Given material →
_ _ _ _ _ _ _

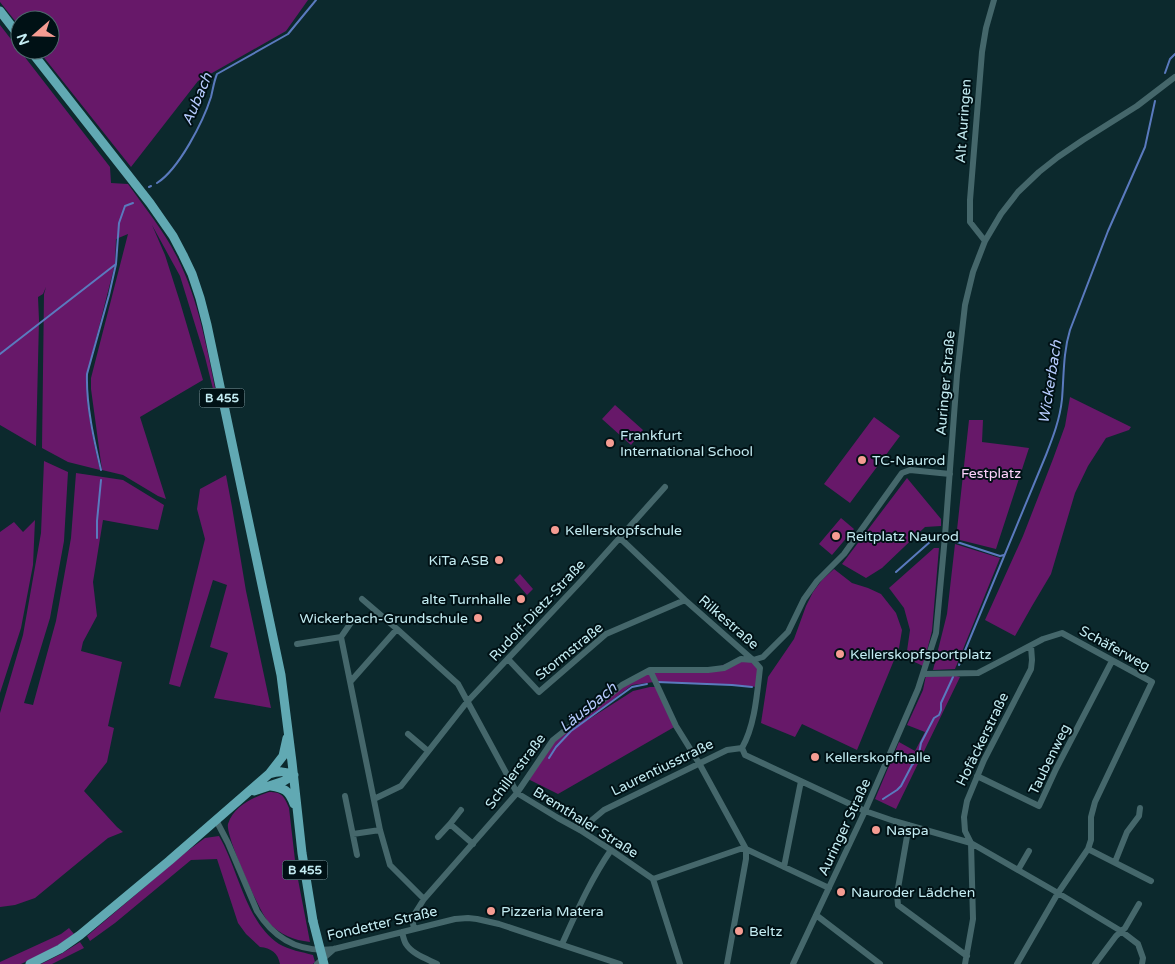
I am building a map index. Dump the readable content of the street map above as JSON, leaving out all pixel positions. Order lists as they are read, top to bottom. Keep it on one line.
{"streets":{"main road":["B 455"],"street":["Alt Auringen","Auringer Straße","Rudolf-Dietz-Straße","Rilkestraße","Schäferweg","Stormstraße","Hofäckerstraße","Taubenweg","Laurentiusstraße","Schillerstraße","Bremthaler Straße","Fondetter Straße"]},"crossings":[["Alt Auringen","Auringer Straße"],["Auringer Straße","Schäferweg"],["Auringer Straße","Schillerstraße"],["Rudolf-Dietz-Straße","Rilkestraße"],["Rudolf-Dietz-Straße","Stormstraße"],["Rudolf-Dietz-Straße","Bremthaler Straße"],["Rilkestraße","Stormstraße"],["Rilkestraße","Laurentiusstraße"],["Rilkestraße","Schillerstraße"],["Schäferweg","Hofäckerstraße"],["Schäferweg","Taubenweg"],["Hofäckerstraße","Taubenweg"],["Laurentiusstraße","Bremthaler Straße"],["Schillerstraße","Bremthaler Straße"],["Schillerstraße","Fondetter Straße"]],"water":["Aubach","Wickerbach","Läusbach"],"parks":["Festplatz"],"places":["Frankfurt International School","TC-Naurod","Kellerskopfschule","Reitplatz Naurod","KiTa ASB","alte Turnhalle","Wickerbach-Grundschule","Kellerskopfsportplatz","Kellerskopfhalle","Naspa","Nauroder Lädchen","Pizzeria Matera","Beltz"],"north":"left"}
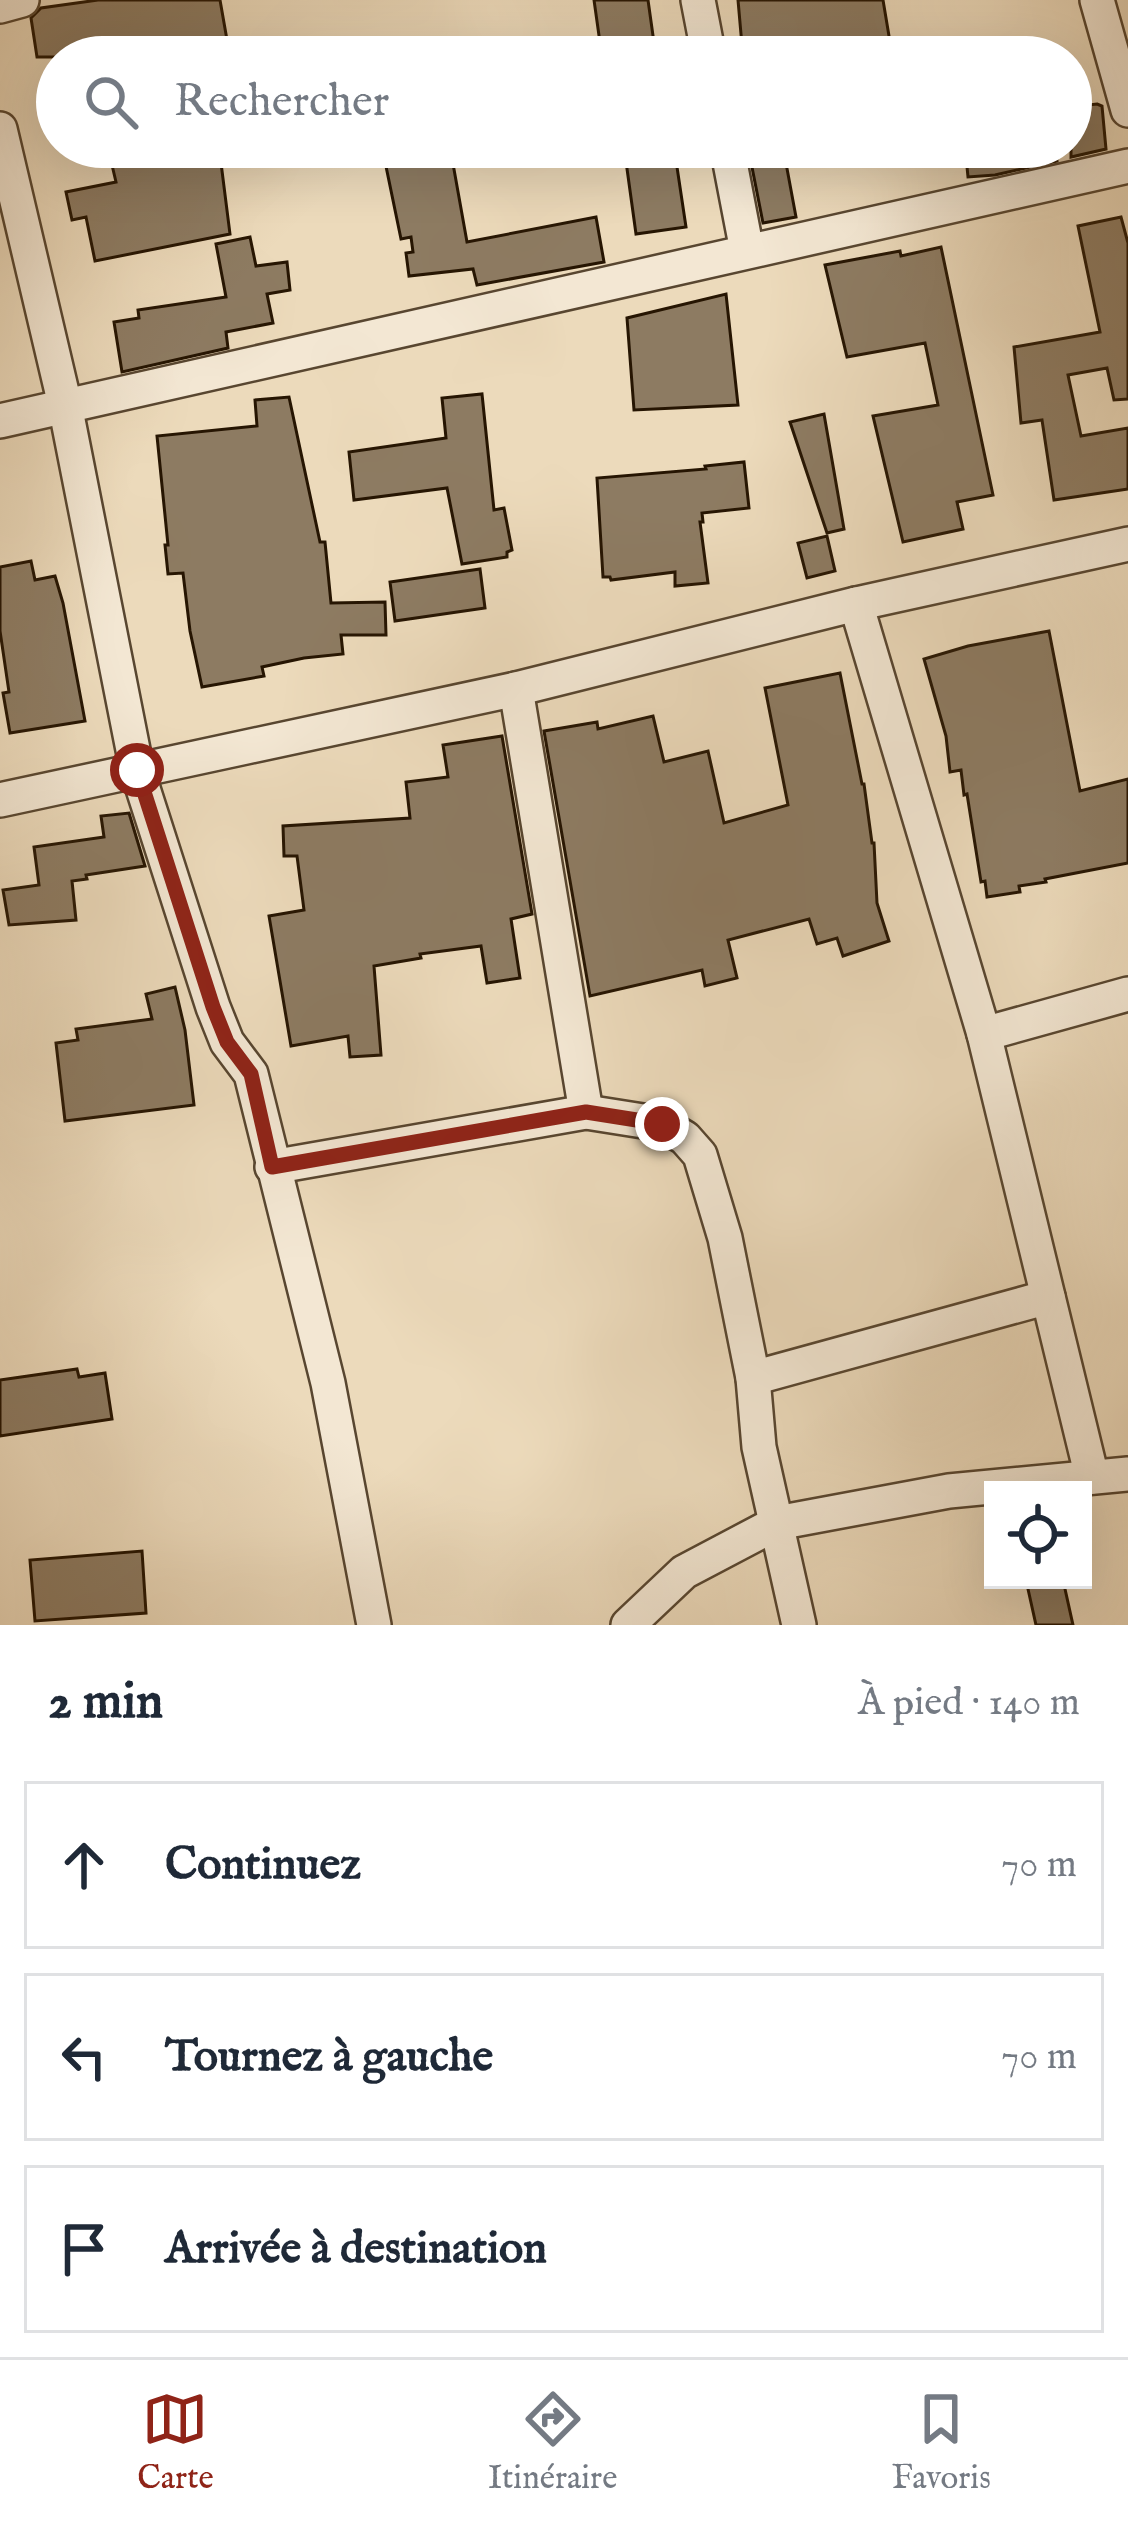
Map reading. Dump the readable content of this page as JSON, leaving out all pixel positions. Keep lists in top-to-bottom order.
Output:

_ _ _ _ _ _ _

Exercise details → Find where "Map reading. Dump" occurs in the data, and please write out that line through the last line exactly, with nothing else.

Response →
Map reading. Dump the readable content of this page as JSON, leaving out all pixel positions. Keep lists in top-to-bottom order.
Output:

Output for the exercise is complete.